Re: Helping Projects (was Re: [cncf-toc] What's the point? (or,"What's the Emperor wearing?"))
Matt Klein <mklein@...>
Bounties on bug fixes comes to mind. +1. Bug bounties, pay for regular third party security audits, pay to have a white hat on staff doing security work on behalf of projects full time, etc. Pay the maintainers and high contributors who don't have other means to make money. Yes. For certain types of projects such as critical libraries where it's very difficult/impossible to make money maintaining, CNCF should consider adopting those projects and helping pay maintainers to work on them, even if part time.
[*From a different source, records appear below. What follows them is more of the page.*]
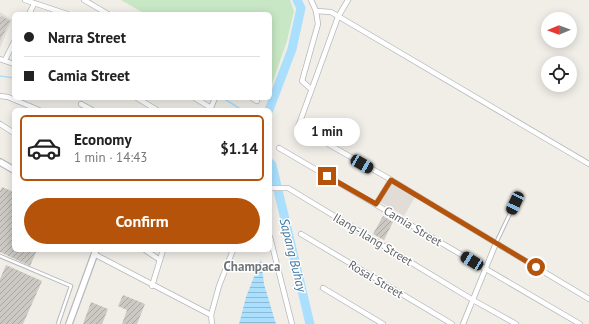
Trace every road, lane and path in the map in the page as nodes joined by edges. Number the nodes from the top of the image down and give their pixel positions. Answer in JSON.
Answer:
{"nodes":[{"id":1,"x":25,"y":0,"type":"edge"},
{"id":2,"x":84,"y":0,"type":"edge"},
{"id":3,"x":311,"y":0,"type":"edge"},
{"id":4,"x":348,"y":0,"type":"edge"},
{"id":5,"x":34,"y":4,"type":"junction"},
{"id":6,"x":316,"y":11,"type":"junction"},
{"id":7,"x":30,"y":12,"type":"edge"},
{"id":8,"x":62,"y":12,"type":"edge"},
{"id":9,"x":105,"y":12,"type":"edge"},
{"id":10,"x":338,"y":17,"type":"junction"},
{"id":11,"x":12,"y":45,"type":"edge"},
{"id":12,"x":2,"y":60,"type":"edge"},
{"id":13,"x":12,"y":63,"type":"edge"},
{"id":14,"x":311,"y":89,"type":"junction"},
{"id":15,"x":0,"y":96,"type":"edge"},
{"id":16,"x":12,"y":99,"type":"edge"},
{"id":17,"x":15,"y":100,"type":"edge"},
{"id":18,"x":140,"y":100,"type":"edge"},
{"id":19,"x":198,"y":100,"type":"edge"},
{"id":20,"x":81,"y":104,"type":"dead end"},
{"id":21,"x":34,"y":108,"type":"edge"},
{"id":22,"x":88,"y":108,"type":"edge"},
{"id":23,"x":154,"y":108,"type":"edge"},
{"id":24,"x":209,"y":108,"type":"edge"},
{"id":25,"x":0,"y":124,"type":"edge"},
{"id":26,"x":12,"y":132,"type":"edge"},
{"id":27,"x":278,"y":148,"type":"dead end"},
{"id":28,"x":0,"y":162,"type":"edge"},
{"id":29,"x":589,"y":164,"type":"edge"},
{"id":30,"x":12,"y":169,"type":"edge"},
{"id":31,"x":391,"y":180,"type":"junction"},
{"id":32,"x":272,"y":188,"type":"edge"},
{"id":33,"x":515,"y":203,"type":"dead end"},
{"id":34,"x":376,"y":204,"type":"junction"},
{"id":35,"x":301,"y":234,"type":"dead end"},
{"id":36,"x":496,"y":243,"type":"junction"},
{"id":37,"x":272,"y":245,"type":"edge"},
{"id":38,"x":95,"y":252,"type":"edge"},
{"id":39,"x":147,"y":252,"type":"edge"},
{"id":40,"x":162,"y":252,"type":"edge"},
{"id":41,"x":232,"y":252,"type":"edge"},
{"id":42,"x":0,"y":256,"type":"edge"},
{"id":43,"x":160,"y":260,"type":"junction"},
{"id":44,"x":486,"y":269,"type":"junction"},
{"id":45,"x":152,"y":286,"type":"junction"},
{"id":46,"x":323,"y":288,"type":"dead end"},
{"id":47,"x":589,"y":298,"type":"edge"},
{"id":48,"x":473,"y":300,"type":"junction"},
{"id":49,"x":211,"y":315,"type":"junction"},
{"id":50,"x":58,"y":324,"type":"edge"},
{"id":51,"x":68,"y":324,"type":"edge"},
{"id":52,"x":212,"y":324,"type":"edge"},
{"id":53,"x":292,"y":324,"type":"edge"},
{"id":54,"x":383,"y":324,"type":"edge"},
{"id":55,"x":452,"y":324,"type":"edge"},
{"id":56,"x":463,"y":324,"type":"edge"},
{"id":57,"x":516,"y":324,"type":"edge"},
{"id":58,"x":580,"y":324,"type":"edge"}],
"edges":[{"from":1,"to":5,"type":"street"},
{"from":2,"to":9,"type":"street"},
{"from":3,"to":6,"type":"street"},
{"from":4,"to":10,"type":"street"},
{"from":5,"to":7,"type":"street"},
{"from":5,"to":8,"type":"street"},
{"from":6,"to":10,"type":"street"},
{"from":6,"to":14,"type":"street"},
{"from":10,"to":14,"type":"street"},
{"from":10,"to":29,"type":"street"},
{"from":11,"to":12,"type":"street"},
{"from":12,"to":13,"type":"street"},
{"from":14,"to":31,"type":"street"},
{"from":15,"to":16,"type":"street"},
{"from":17,"to":21,"type":"street"},
{"from":18,"to":23,"type":"street"},
{"from":19,"to":24,"type":"street"},
{"from":20,"to":22,"type":"street"},
{"from":25,"to":26,"type":"street"},
{"from":27,"to":34,"type":"street","name":"Camia Street"},
{"from":28,"to":30,"type":"street"},
{"from":31,"to":34,"type":"street"},
{"from":31,"to":36,"type":"street"},
{"from":32,"to":48,"type":"street","name":"Ilang-Ilang Street"},
{"from":33,"to":36,"type":"lane"},
{"from":34,"to":44,"type":"street","name":"Camia Street"},
{"from":35,"to":55,"type":"street","name":"Rosal Street"},
{"from":36,"to":44,"type":"street"},
{"from":36,"to":47,"type":"street"},
{"from":37,"to":53,"type":"street"},
{"from":38,"to":45,"type":"street"},
{"from":38,"to":51,"type":"street"},
{"from":39,"to":43,"type":"street"},
{"from":40,"to":43,"type":"street"},
{"from":41,"to":49,"type":"street"},
{"from":42,"to":50,"type":"lane"},
{"from":43,"to":45,"type":"street"},
{"from":44,"to":48,"type":"street"},
{"from":44,"to":58,"type":"street","name":"Camia Street"},
{"from":45,"to":49,"type":"street"},
{"from":46,"to":54,"type":"street"},
{"from":48,"to":56,"type":"street"},
{"from":48,"to":57,"type":"street","name":"Ilang-Ilang Street"},
{"from":49,"to":52,"type":"street"}]}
Even for projects in which there are other means to make money, some of us don't necessarily *want* to make money that way. We do it because, well, that is how we make money. There are real benefits for an organization like the CNCF providing fellowships to allow maintainers to remain neutral. I've written more about this here for those of you that haven't seen it: https://medium.com/@mattklein123/the-broken-economics-of-oss-5a1b31fc0182. The recent Linus salary discussion complicates discussion of this topic which is unfortunate because I think it's one that we increasingly need to have, but hopefully as some time passes we can come back to it. Such as All of the things Alexis points out. I would like to see more work on improving the GH experience around things like DCO, bots, issue management, CI, etc. I suspect there is easily a full time tooling job across all of CNCF. CI and negotiating with the vendors for the right amount of concurrency and machine types takes a lot of time. More dedicated help with docs perhaps by sourcing, hiring, and nurturing multiple full time tech writers. Basically, all of this.